Oír y escuchar
Vivimos tiempos ruidosos. Según nos levantamos encendemos la radio y, según nos dormimos, apagamos la televisión. El ruido nos acompaña en el dormitorio, en el baño, en el coche, en el trabajo, y, descerebrados por completo, en el comedor mientras almorzamos. Las voces que mejor conocemos son las de los locutores de radio y presentadores de TV. Sabemos lo que opinan, lo que dicen, cómo visten, cómo se peinan, sus muletillas, dimes y diretes. su amargura o su sentido del humor. Solo nos queda arreglar con ellos un buen matrimonio.
Conviene oír menos y escuchar más.
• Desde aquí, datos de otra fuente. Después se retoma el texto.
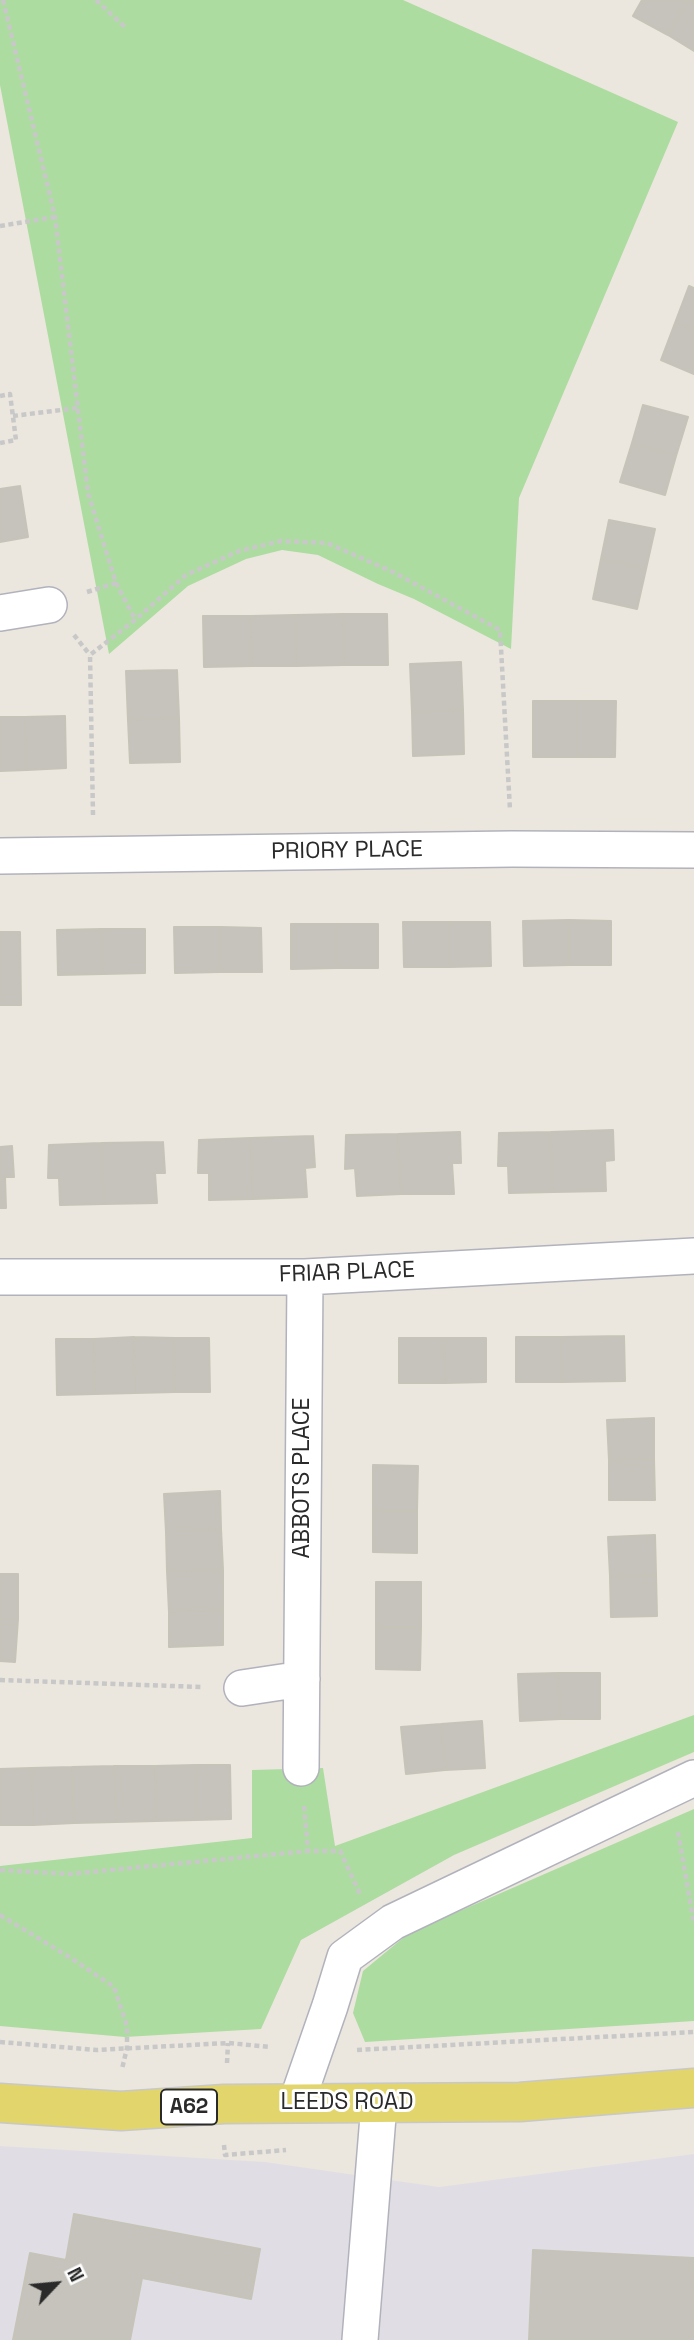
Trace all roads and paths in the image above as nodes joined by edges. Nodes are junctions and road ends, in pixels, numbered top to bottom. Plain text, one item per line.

Escuchar a quien puede decirte una buena palabra, suscitar un buen sentimiento o provocar alguna iniciativa feliz. Sabes todo de los influencers pero no sabes mucho de tus hijos, de tu esposo/a, de tus parientes cercanos o de tus amigos de siempre. Así es la vida. Siento que hoy escuchamos poco y que es importante escuchar voces, las que proceden de nuestro propio interior y del interior de los demás, y no dejarnos embotar por los infinitos ruidos que nos rodean, incluido el cacareo de tantos gallos inútiles.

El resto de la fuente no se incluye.